In response to Alan Polain: The Irish border question: A primer,

Don Benson wrote:

The reality is that the ‘peace’ in that divided island has always been a phoney peace based on never pursuing IRA criminals for their past atrocities. It was a golden opportunity, made possible by joint membership of the EU on both sides, for Irish republicans to continue a new, more political, campaign for a united Ireland with the blessing of Westminster. And decontrolling the border was an essential part of the deal because of its tacit implication that reunification would eventually happen. A practical consequence has been the gradual economic (trading) integration of North and South. And that can only have helped the reunification cause.

Today’s issue is not really about the border at all (no one really believes border controls will be re-established). It is that, whatever happens to the border, Brexit might cause the gradual economic integration of North and South to go into reverse. And so the reunification goal could take longer to achieve. But it might actually speed things up: it will always depend simply on majority opinion North of the border.

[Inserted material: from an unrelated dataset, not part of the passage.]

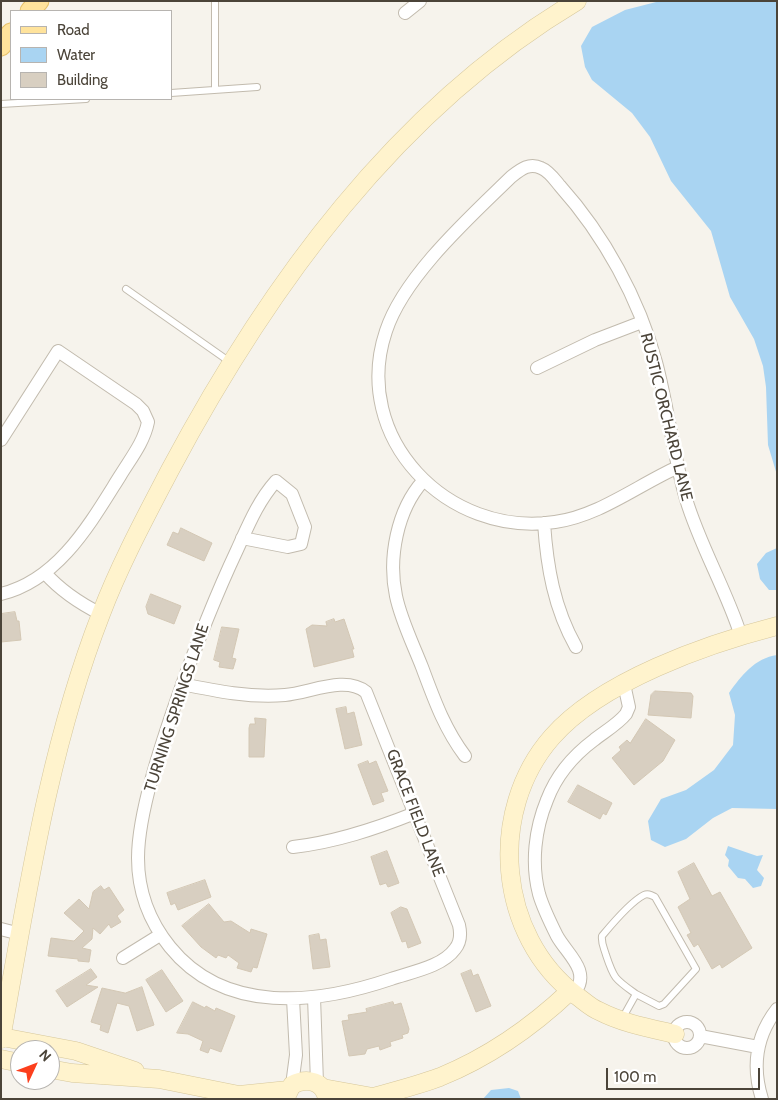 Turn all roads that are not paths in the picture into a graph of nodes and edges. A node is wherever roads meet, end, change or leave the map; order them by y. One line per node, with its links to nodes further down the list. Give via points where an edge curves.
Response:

So the whole thing is an exploitation of perception rather than practical reality. In essence it’s just another cynical EU ploy to prevent Brexit. Implied threats of resumption of violence are disgraceful, particularly in view of how many men of violence escaped their just deserts on the back of the ‘peace process’.

Andy wrote:

The whole Irish border ‘problem’ is absurd. The value of goods crossing into the Republic from NI in relation to the whole single market is something like 0.01 per cent. It is not even a statistical adjustment. So we have all this nonsense for that. It’s pathetic.